Running Cross-Validation...
... Gradient Boosting Done.
... XGBoost Done.
... LightGBM Done.
... CatBoost Done.
... HistGradientBoosting Done.

Cross-Validation Results:


Unnamed: 0,Fit Time,Score Time,R2,MAE,RMSE
Gradient Boosting,2.23273,0.011572,0.523871,1.949803,2.453181
XGBoost,0.293193,0.016802,0.47757,2.025575,2.569511
LightGBM,1.899278,0.008927,0.530787,1.923744,2.435237
CatBoost,4.441201,0.013621,0.537908,1.905839,2.416588
HistGradientBoosting,0.604818,0.027318,0.526006,1.93515,2.447559


Such results make the choice of the model quite hard. `CatBoost` seems to edge out all other models while having a the longest fit time, which means hyperparameter tuning will be the most computationally expensive for this model. `LightGBM` is a close runner up, but with much lower fit time, making it more suitable for hyperparameter tuning.

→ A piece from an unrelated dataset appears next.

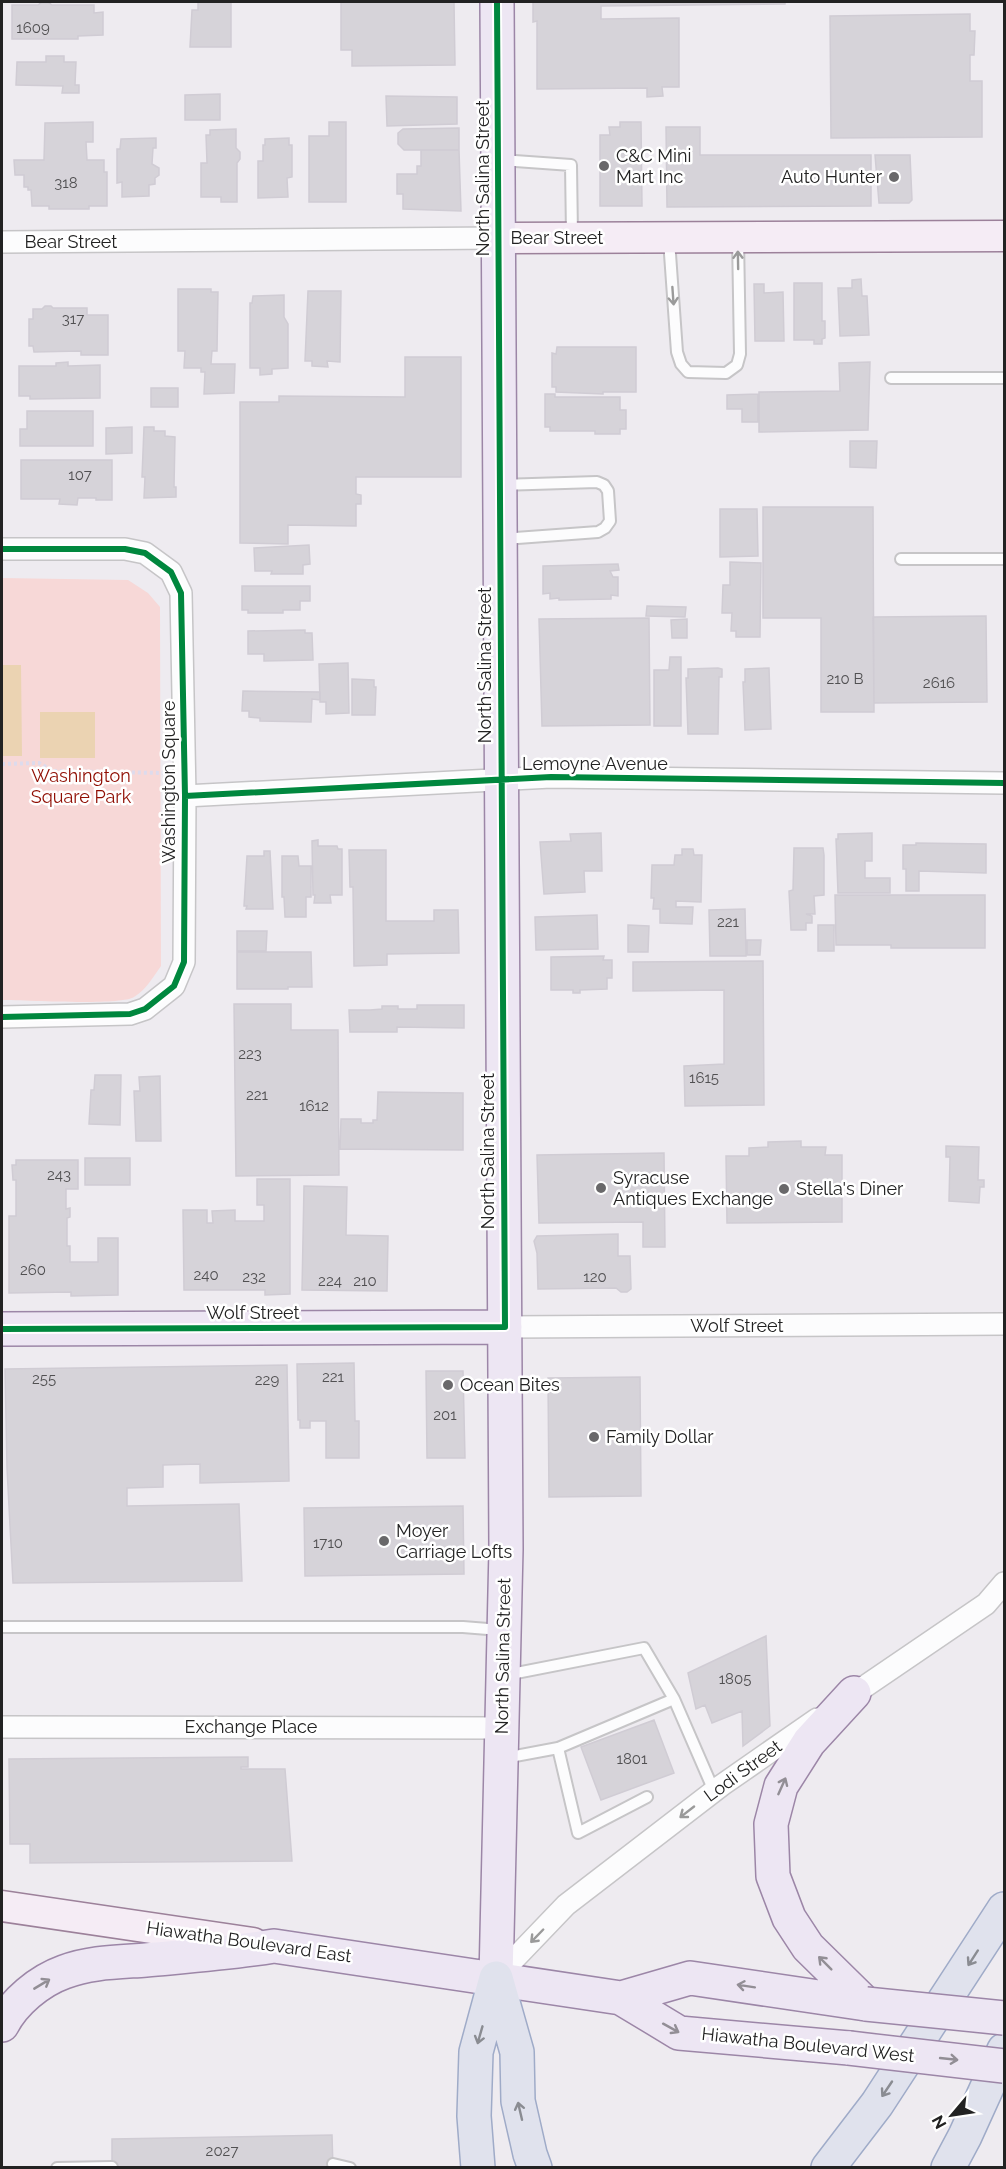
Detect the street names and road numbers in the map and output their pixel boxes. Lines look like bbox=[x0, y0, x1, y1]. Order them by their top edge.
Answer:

# 2) Feature Selection & Hyperparams Tuning

We want to reduce the number of irrelevent features for our models, that's why we will be defining a function that will train the model, select the most important features, retrain the model on these features then compare performance before and after. This function will then be applied to both `LightGBM` and `CatBoost` to determine which one will be `The chosen one` for hypertuning.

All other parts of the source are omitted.